_Instructions for the task_
Within the material below, how many lines carry the word "name"? Only that number is wanted.

_Input material_
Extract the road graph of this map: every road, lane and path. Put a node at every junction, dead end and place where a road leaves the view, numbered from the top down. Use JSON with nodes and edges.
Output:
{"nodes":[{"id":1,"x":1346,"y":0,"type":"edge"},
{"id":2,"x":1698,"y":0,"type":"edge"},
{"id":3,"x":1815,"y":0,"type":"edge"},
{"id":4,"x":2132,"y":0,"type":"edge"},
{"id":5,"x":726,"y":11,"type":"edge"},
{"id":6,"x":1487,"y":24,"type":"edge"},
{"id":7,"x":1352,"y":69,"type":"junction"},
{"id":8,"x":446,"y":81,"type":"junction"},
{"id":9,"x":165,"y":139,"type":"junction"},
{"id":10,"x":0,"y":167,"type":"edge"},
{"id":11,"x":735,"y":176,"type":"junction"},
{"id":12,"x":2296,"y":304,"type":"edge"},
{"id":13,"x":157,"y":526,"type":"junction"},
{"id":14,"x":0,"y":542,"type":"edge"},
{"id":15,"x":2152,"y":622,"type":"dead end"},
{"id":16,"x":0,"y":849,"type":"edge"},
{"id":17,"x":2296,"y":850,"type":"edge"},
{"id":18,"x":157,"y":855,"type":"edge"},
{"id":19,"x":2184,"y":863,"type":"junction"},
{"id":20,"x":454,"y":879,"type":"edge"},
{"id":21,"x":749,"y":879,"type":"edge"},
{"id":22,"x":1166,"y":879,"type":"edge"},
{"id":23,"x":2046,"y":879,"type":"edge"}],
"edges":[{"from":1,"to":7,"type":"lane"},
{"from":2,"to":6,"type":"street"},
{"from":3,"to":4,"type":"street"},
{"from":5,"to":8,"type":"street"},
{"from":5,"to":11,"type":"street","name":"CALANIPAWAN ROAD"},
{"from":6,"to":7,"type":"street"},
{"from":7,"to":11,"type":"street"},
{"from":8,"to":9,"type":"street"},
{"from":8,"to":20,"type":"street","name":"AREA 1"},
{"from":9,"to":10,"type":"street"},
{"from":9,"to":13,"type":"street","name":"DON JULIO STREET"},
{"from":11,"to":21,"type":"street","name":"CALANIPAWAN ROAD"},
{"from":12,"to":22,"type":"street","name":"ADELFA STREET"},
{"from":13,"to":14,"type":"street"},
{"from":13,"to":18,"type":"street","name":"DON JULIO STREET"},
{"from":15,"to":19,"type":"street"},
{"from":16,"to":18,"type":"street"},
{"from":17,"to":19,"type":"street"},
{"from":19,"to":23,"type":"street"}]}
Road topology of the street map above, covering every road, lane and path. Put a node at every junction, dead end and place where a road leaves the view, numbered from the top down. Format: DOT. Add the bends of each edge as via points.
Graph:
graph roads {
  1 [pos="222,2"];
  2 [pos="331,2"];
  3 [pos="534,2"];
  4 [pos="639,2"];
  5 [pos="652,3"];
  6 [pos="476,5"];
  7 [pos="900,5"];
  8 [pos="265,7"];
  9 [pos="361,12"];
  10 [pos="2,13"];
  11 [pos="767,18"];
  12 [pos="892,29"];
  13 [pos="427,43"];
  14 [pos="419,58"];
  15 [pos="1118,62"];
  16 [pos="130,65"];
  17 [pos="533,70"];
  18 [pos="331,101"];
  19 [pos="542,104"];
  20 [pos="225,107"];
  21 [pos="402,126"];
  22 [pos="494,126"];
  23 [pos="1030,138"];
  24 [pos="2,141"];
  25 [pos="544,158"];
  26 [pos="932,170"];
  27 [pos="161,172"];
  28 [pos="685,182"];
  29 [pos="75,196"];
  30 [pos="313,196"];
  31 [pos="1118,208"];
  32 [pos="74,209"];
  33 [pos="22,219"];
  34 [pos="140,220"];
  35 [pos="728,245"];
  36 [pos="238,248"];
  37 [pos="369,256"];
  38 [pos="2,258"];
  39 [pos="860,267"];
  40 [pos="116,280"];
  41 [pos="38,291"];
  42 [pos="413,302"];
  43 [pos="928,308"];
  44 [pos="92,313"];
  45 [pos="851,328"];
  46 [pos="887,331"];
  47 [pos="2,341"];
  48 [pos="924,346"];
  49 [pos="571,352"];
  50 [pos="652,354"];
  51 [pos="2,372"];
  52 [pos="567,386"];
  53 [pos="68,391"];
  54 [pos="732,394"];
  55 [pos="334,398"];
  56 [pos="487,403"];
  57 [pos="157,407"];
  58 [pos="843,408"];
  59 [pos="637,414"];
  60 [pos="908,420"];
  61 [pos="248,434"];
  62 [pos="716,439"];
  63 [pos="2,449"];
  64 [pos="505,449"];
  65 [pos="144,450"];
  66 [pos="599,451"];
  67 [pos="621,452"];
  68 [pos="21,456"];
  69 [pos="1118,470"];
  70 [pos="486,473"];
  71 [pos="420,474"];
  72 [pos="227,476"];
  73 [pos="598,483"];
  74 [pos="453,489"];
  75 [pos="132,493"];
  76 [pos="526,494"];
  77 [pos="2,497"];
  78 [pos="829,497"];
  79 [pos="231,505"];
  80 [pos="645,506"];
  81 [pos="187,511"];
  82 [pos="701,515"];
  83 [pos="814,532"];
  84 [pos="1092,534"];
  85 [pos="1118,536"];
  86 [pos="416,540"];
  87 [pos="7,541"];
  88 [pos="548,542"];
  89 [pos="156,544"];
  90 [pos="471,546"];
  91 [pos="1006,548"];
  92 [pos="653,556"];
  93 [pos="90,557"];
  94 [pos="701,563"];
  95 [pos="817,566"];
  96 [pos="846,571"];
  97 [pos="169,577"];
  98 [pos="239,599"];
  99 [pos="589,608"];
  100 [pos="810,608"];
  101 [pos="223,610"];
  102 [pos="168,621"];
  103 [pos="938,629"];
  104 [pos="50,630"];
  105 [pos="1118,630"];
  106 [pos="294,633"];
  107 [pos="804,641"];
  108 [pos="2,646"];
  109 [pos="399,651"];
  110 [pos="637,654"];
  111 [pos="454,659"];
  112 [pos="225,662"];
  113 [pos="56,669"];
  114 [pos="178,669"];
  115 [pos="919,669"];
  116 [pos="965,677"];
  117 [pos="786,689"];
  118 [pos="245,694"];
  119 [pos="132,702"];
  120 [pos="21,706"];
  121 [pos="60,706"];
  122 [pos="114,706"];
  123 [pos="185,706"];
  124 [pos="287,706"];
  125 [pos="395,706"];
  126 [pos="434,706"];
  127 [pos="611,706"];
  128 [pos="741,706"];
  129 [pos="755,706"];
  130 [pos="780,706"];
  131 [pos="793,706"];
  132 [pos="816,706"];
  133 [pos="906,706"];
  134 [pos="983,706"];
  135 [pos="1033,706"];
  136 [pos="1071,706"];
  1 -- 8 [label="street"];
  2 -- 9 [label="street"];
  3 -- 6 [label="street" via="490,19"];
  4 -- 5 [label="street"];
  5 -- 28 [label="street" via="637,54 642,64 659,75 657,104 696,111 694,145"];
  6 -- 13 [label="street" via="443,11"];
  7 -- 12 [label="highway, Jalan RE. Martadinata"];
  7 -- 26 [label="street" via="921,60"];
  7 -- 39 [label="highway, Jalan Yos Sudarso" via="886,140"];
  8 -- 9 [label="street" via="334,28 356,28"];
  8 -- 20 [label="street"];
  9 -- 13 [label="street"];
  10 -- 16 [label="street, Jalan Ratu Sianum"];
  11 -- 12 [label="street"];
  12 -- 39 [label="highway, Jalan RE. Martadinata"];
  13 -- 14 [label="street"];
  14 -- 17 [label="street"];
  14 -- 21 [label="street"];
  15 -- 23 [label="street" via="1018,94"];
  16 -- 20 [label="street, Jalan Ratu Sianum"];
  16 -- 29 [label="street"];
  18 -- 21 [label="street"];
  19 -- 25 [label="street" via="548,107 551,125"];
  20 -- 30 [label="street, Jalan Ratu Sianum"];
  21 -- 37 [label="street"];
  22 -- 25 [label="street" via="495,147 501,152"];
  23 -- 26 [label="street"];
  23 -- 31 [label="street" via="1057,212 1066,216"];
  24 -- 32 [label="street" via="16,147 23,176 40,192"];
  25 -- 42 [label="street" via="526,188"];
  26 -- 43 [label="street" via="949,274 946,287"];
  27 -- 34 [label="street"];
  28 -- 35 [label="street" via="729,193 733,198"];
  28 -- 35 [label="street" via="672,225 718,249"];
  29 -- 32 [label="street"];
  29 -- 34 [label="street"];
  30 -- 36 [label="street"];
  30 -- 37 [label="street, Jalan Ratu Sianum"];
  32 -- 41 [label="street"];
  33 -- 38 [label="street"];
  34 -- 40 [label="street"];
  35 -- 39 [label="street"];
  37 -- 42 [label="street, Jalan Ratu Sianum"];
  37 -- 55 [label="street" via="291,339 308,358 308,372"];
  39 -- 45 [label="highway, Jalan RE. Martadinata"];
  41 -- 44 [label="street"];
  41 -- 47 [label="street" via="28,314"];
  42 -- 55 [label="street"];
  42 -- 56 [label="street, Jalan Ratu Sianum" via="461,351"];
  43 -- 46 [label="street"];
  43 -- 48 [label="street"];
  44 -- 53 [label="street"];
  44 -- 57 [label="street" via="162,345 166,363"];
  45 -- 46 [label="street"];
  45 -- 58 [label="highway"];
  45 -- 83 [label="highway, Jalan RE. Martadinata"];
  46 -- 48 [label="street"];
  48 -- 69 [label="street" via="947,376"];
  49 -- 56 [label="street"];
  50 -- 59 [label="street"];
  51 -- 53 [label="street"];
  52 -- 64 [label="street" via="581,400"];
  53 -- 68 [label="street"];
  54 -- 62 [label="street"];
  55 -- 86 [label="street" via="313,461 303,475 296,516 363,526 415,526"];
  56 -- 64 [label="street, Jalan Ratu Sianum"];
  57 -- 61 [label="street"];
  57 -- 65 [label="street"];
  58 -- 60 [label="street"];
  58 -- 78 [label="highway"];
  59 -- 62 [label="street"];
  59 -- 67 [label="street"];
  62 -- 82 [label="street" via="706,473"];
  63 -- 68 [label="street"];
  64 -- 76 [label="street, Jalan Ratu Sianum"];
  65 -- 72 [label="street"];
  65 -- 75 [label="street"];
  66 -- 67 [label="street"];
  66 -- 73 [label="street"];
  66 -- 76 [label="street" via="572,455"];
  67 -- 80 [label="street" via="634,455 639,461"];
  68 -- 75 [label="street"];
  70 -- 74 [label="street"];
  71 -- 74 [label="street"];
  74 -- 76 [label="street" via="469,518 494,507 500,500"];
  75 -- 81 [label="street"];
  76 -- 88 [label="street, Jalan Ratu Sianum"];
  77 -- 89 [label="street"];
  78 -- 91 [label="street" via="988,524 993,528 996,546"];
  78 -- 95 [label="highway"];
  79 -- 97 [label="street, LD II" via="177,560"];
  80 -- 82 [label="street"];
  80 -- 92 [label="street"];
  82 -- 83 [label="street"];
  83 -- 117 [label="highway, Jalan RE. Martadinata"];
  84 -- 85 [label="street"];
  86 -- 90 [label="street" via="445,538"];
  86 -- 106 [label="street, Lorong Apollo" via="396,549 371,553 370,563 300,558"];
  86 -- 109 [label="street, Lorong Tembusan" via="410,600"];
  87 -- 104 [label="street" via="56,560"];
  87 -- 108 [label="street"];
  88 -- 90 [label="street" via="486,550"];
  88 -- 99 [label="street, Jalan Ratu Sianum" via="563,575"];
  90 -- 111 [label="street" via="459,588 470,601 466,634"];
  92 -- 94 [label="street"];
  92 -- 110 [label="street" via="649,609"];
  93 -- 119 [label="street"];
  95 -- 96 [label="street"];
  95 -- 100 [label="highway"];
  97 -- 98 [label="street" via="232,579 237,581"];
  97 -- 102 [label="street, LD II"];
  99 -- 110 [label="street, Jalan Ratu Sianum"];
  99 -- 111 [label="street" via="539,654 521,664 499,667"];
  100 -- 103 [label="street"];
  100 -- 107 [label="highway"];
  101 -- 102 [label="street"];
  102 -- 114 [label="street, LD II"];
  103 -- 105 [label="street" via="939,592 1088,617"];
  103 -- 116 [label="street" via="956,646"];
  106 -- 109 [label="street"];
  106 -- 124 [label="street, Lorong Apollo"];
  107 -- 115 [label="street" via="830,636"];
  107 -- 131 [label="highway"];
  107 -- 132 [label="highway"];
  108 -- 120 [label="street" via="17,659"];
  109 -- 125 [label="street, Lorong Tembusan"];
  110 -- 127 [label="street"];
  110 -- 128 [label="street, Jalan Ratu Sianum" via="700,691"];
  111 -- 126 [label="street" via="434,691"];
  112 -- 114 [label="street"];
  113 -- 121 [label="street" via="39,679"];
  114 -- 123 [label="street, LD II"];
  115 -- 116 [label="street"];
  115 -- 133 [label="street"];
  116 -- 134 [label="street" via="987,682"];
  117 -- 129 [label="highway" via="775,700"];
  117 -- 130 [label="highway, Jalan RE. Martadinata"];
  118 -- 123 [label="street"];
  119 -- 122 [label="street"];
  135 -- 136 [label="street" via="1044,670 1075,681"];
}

_Finished task_
6